Santiago
von Chile ist am 12. Februar 1541 von spanischem Gouverneur
Pedro de Valdivia gegründet worden. Am kolonialen Zeitalter
war sie alles in allem nur ein verlorenes Kuhdorf, und der
Großteil des architektonischen Erbes dieses Zeitalters
ist unter der Wirkung von Erdbeben und von Feuern verschwunden.
Zu Beginn des 20éme Jahrhundert zählte die Stadt
eine Bevölkerung von ungefähr 300.000 Einwohnern,
und sie hat seit ein regelmäßiges Wachstum gekannt.
Die Büroumdrehungen und die Wohnluxusgebäude haben
als Pilze in den reichen Vierteln gedrückt, obwohl viele
Einwohner offensichtlich weiterhin die Armut bekämpfen.

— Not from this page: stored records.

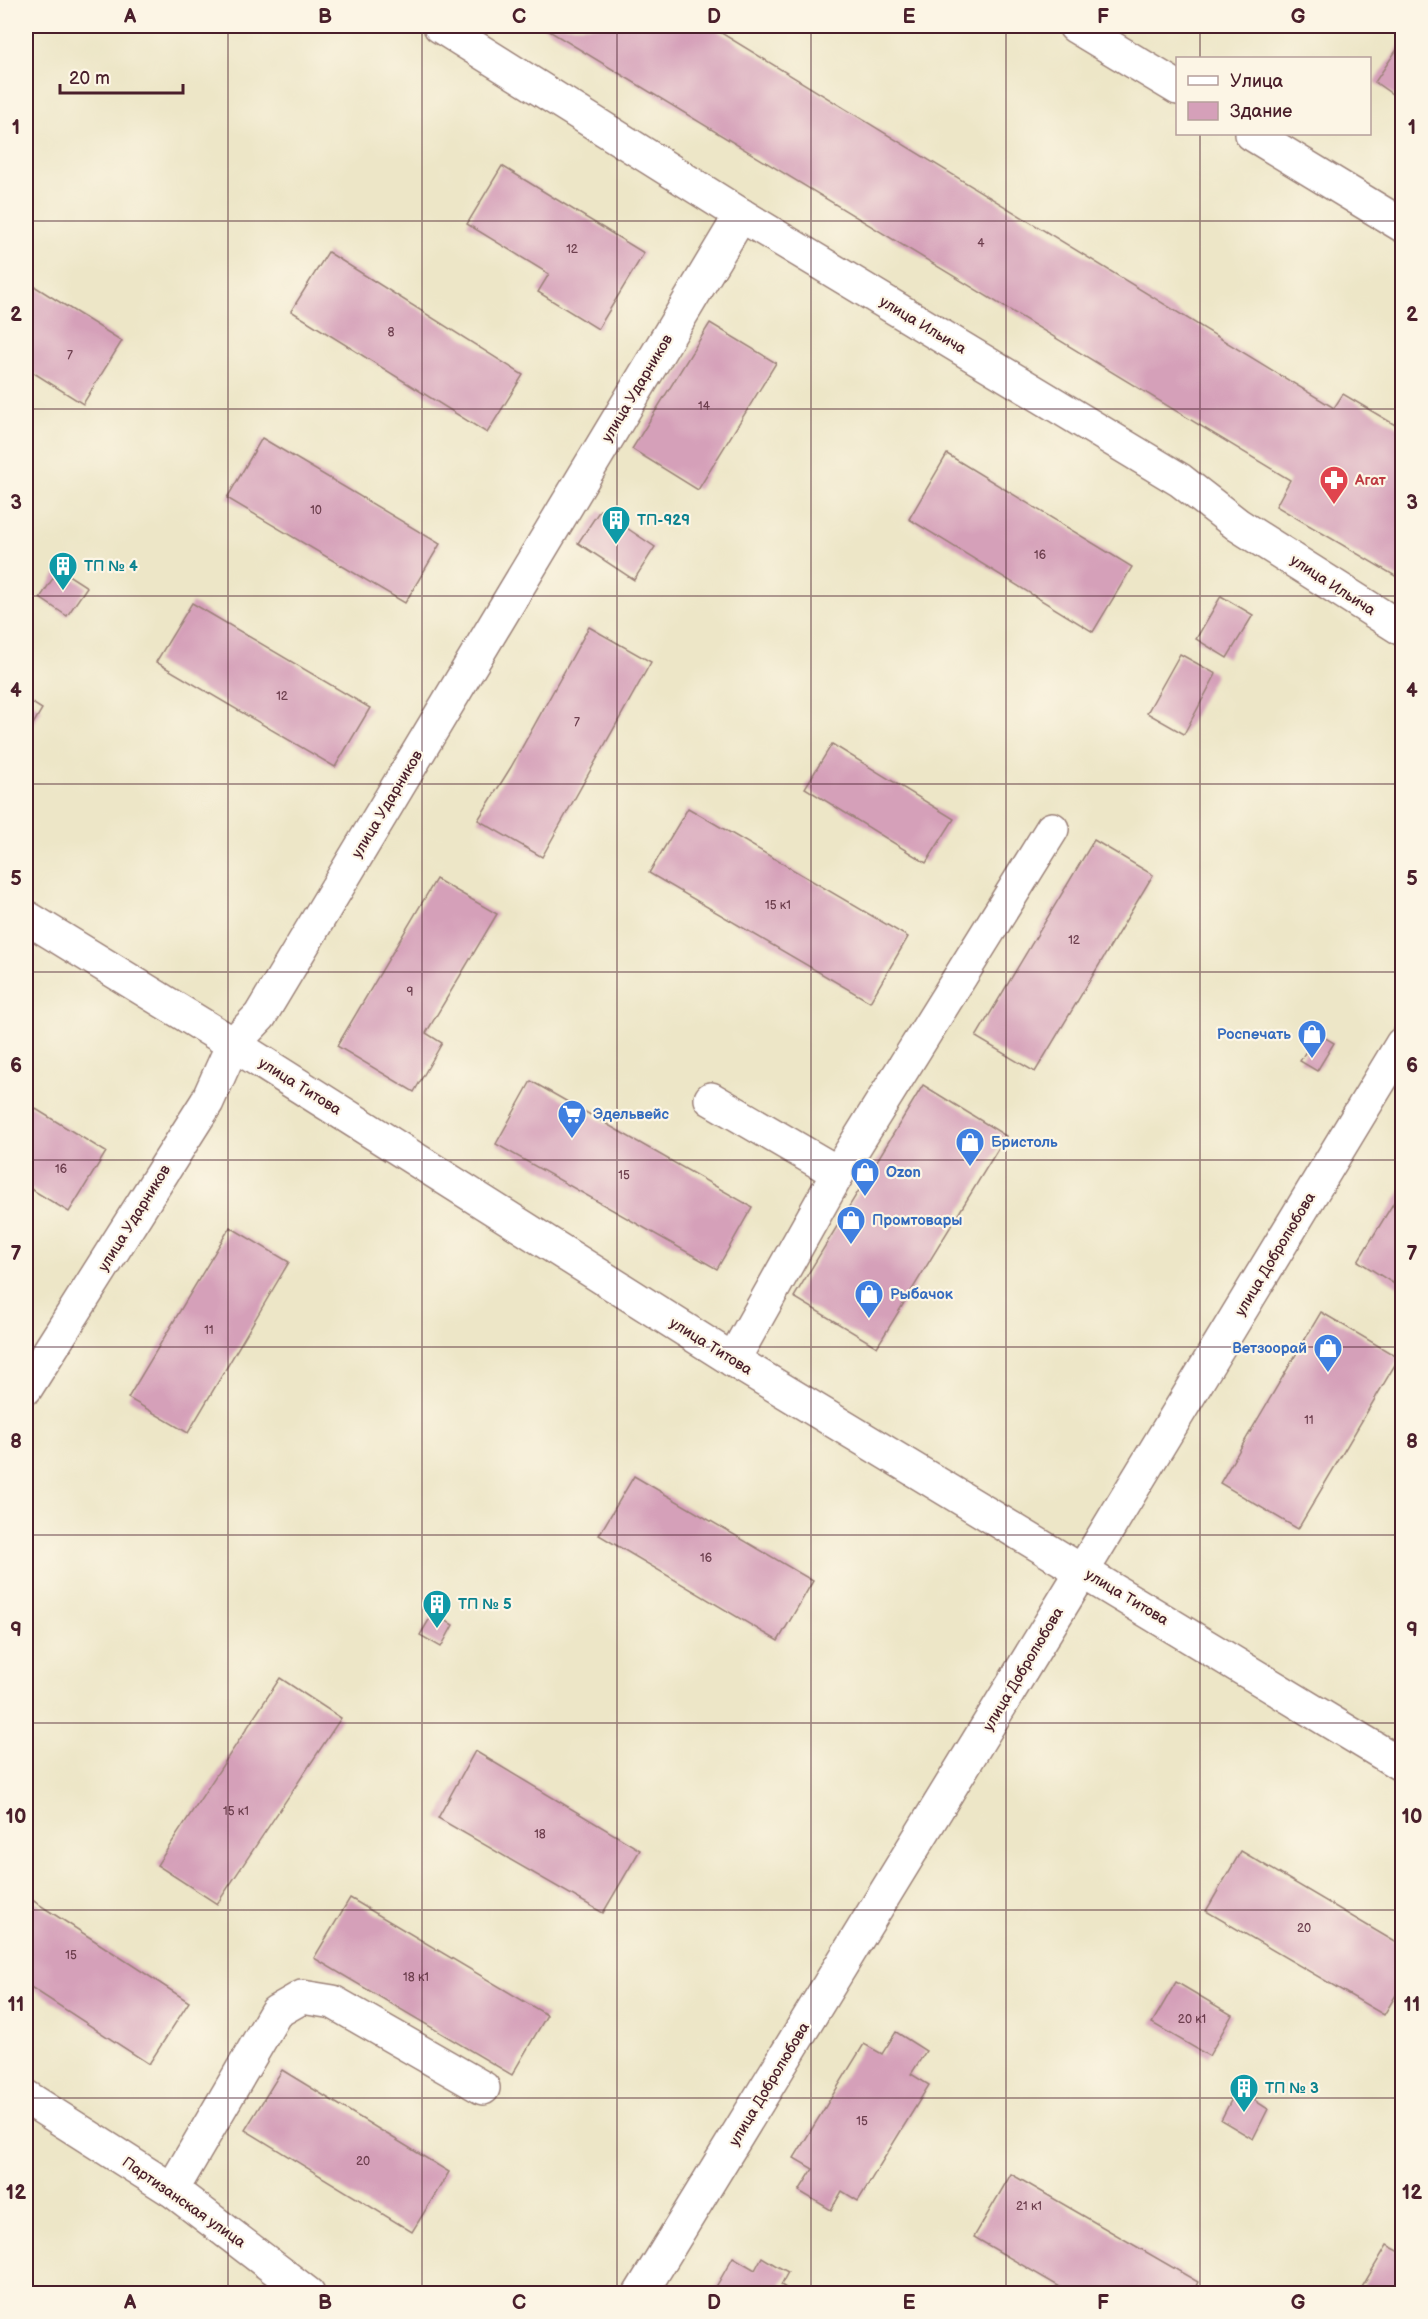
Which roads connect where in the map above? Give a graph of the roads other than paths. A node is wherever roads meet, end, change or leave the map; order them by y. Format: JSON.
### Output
{"nodes":[{"id":1,"x":440,"y":26,"type":"edge"},
{"id":2,"x":1075,"y":26,"type":"edge"},
{"id":3,"x":1176,"y":87,"type":"edge"},
{"id":4,"x":1254,"y":135,"type":"edge"},
{"id":5,"x":741,"y":215,"type":"junction"},
{"id":6,"x":1402,"y":225,"type":"edge"},
{"id":7,"x":1402,"y":629,"type":"edge"},
{"id":8,"x":1052,"y":829,"type":"dead end"},
{"id":9,"x":26,"y":917,"type":"edge"},
{"id":10,"x":233,"y":1044,"type":"junction"},
{"id":11,"x":1402,"y":1044,"type":"edge"},
{"id":12,"x":711,"y":1099,"type":"dead end"},
{"id":13,"x":838,"y":1173,"type":"junction"},
{"id":14,"x":733,"y":1360,"type":"junction"},
{"id":15,"x":26,"y":1388,"type":"edge"},
{"id":16,"x":1083,"y":1570,"type":"junction"},
{"id":17,"x":1402,"y":1765,"type":"edge"},
{"id":18,"x":483,"y":2088,"type":"dead end"},
{"id":19,"x":26,"y":2097,"type":"edge"},
{"id":20,"x":172,"y":2190,"type":"junction"},
{"id":21,"x":308,"y":2294,"type":"edge"},
{"id":22,"x":640,"y":2294,"type":"edge"}],
"edges":[{"from":1,"to":5,"type":"street","name":"улица Ильича"},
{"from":2,"to":3,"type":"street"},
{"from":4,"to":6,"type":"street"},
{"from":5,"to":7,"type":"street","name":"улица Ильича"},
{"from":5,"to":10,"type":"street","name":"улица Ударников"},
{"from":8,"to":13,"type":"street"},
{"from":9,"to":10,"type":"street","name":"улица Титова"},
{"from":10,"to":14,"type":"street","name":"улица Титова"},
{"from":10,"to":15,"type":"street","name":"улица Ударников"},
{"from":11,"to":16,"type":"street","name":"улица Добролюбова"},
{"from":12,"to":13,"type":"street"},
{"from":13,"to":14,"type":"street"},
{"from":14,"to":16,"type":"street","name":"улица Титова"},
{"from":16,"to":17,"type":"street","name":"улица Титова"},
{"from":16,"to":22,"type":"street","name":"улица Добролюбова"},
{"from":18,"to":20,"type":"street"},
{"from":19,"to":20,"type":"street","name":"Партизанская улица"},
{"from":20,"to":21,"type":"street","name":"Партизанская улица"}]}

Kurz gesagt definiert sich Santiago offensichtlich als eine
Kontraststadt. Santiago läßt sich leicht aufdecken
und entspricht keineswegs dem chaotischen Bild, das man sich
im allgemeinen von den großen Stadtgebieten von Lateinamerika
macht
Santiago ist die Verwaltungshauptstadt Chile und bleibt seine
echte politische Hauptstadt, selbst wenn der Kongreß
von nun an an Valparaiso sitzt. Santiago verkörpert außerdem
das Hauptzentrum der Finanzen von der Industrie der Kultur
und der Mitteilungen.
Santiago
von Chile ist oft nur eine Stelle, wo man eine Haltestelle
ein Tag macht, oder zwei, bevor die Straße für
eine andere Bestimmung zu nehmen. Die Stadt besitzt jedoch
ihre eigenen Reize, eine ausgedehnte Museumauswahl und eine
interessante Wahl von Stadtspaziergängen und in den Bergen
und sogar einige überraschungen, so daß Sie keineswegs
den Eindruck haben werden, dort Ihre Zeit zu verlieren.